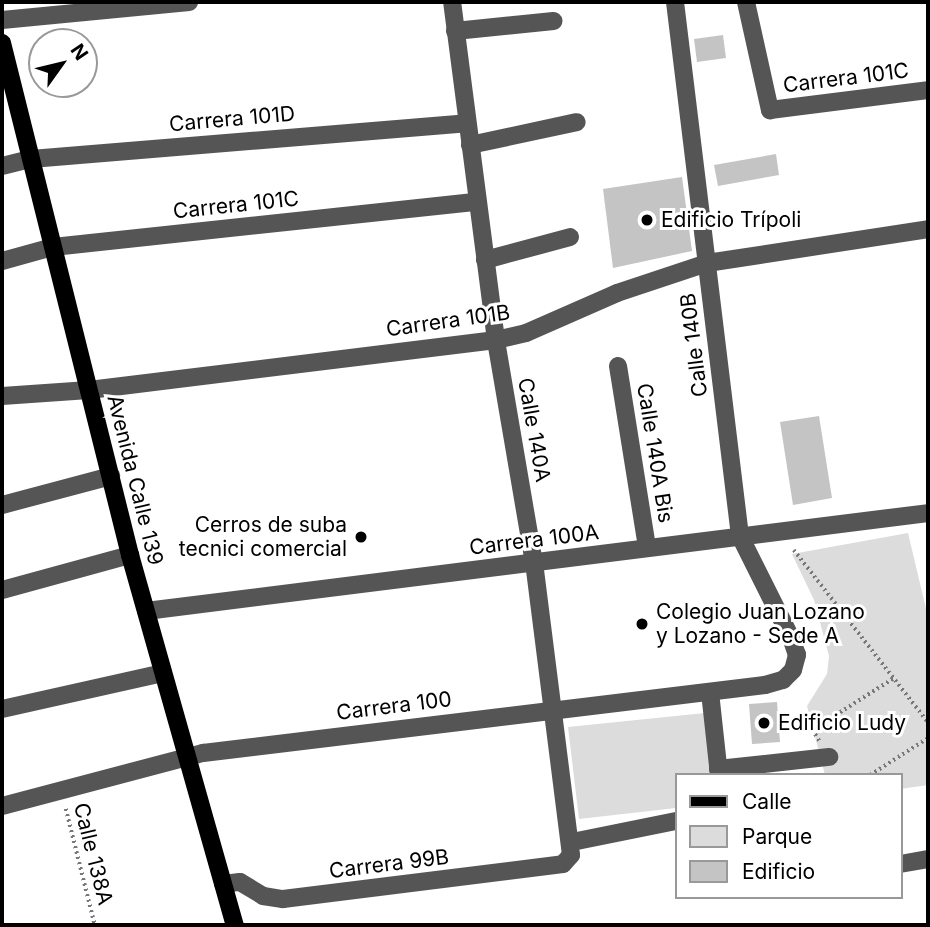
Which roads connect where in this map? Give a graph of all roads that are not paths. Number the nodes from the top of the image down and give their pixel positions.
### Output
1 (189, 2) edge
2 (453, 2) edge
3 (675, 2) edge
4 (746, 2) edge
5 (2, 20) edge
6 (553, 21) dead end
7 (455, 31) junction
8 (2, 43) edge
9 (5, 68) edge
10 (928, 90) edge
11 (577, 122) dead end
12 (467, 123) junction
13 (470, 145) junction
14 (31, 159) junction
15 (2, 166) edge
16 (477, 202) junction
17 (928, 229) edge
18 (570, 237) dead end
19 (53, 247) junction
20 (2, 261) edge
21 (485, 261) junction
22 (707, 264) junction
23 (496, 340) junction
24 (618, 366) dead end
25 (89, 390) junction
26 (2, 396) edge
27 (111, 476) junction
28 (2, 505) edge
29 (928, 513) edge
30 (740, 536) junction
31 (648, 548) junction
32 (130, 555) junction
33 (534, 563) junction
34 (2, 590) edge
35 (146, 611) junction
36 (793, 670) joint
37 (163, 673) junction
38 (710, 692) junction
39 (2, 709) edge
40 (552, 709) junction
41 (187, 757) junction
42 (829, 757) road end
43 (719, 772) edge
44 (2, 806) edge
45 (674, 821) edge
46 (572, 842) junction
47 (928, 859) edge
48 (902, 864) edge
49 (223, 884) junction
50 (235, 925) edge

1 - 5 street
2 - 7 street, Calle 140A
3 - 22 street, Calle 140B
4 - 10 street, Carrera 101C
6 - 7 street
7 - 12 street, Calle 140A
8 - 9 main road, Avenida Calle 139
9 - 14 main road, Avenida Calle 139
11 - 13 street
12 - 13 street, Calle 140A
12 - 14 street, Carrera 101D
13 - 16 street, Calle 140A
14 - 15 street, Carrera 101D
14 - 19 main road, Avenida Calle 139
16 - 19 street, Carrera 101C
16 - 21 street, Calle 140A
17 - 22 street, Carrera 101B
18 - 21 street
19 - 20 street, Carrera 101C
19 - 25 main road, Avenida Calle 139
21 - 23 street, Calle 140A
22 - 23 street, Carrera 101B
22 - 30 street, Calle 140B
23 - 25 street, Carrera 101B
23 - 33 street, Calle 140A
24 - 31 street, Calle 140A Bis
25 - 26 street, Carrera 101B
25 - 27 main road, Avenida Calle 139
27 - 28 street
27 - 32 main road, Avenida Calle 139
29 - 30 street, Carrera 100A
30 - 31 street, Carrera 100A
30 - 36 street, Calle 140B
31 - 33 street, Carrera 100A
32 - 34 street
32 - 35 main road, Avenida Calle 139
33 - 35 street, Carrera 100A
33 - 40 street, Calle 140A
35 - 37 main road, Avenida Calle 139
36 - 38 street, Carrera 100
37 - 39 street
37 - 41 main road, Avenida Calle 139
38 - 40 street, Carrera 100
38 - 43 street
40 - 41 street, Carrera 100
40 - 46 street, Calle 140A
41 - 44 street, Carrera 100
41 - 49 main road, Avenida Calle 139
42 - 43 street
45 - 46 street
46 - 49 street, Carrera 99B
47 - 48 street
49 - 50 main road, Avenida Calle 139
--*--
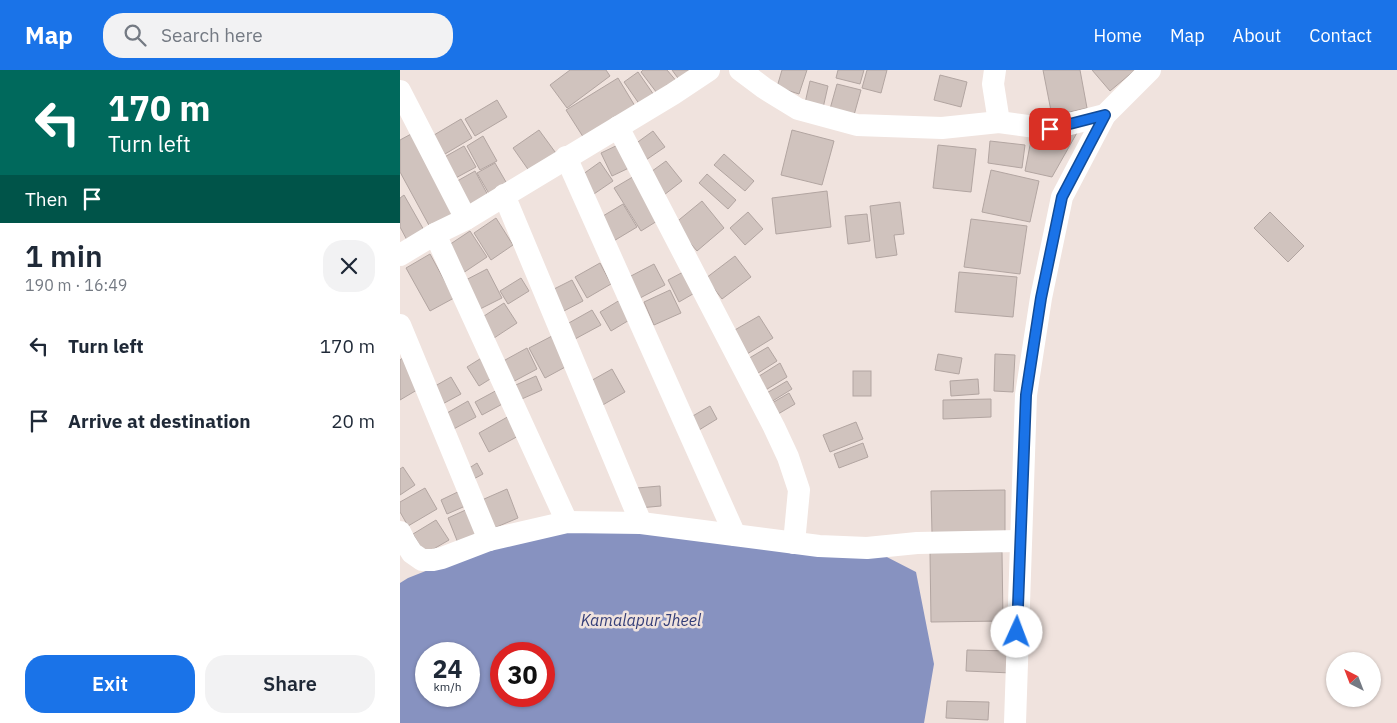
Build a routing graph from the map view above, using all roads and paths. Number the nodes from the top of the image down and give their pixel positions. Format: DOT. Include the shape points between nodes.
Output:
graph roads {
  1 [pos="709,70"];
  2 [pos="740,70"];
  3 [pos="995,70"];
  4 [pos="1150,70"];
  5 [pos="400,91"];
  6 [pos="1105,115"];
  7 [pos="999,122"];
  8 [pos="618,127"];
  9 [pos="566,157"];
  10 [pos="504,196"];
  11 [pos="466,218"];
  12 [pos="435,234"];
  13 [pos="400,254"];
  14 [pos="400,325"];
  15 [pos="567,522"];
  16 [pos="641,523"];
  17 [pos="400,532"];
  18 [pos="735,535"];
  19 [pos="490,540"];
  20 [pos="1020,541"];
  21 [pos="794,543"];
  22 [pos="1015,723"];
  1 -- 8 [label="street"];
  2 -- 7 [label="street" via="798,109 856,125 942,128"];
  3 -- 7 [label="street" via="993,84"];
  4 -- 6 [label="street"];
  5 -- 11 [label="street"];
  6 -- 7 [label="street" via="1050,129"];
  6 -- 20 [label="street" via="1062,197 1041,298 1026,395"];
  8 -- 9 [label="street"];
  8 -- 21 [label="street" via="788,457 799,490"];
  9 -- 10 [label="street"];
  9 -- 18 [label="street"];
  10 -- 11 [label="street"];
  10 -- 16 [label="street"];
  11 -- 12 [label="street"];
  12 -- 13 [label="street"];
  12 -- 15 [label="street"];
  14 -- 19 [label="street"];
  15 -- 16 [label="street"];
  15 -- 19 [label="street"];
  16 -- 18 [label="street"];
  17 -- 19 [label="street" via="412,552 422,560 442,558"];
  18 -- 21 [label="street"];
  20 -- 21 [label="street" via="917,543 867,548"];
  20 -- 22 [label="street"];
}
--*--
Exercise requirements -
Bring together every line in the entries that holds the string "pixel".

Result for this exercise -
Which roads connect where in this map? Give a graph of all roads that are not paths. Number the nodes from the top of the image down and give their pixel positions.
Build a routing graph from the map view above, using all roads and paths. Number the nodes from the top of the image down and give their pixel positions. Format: DOT. Include the shape points between nodes.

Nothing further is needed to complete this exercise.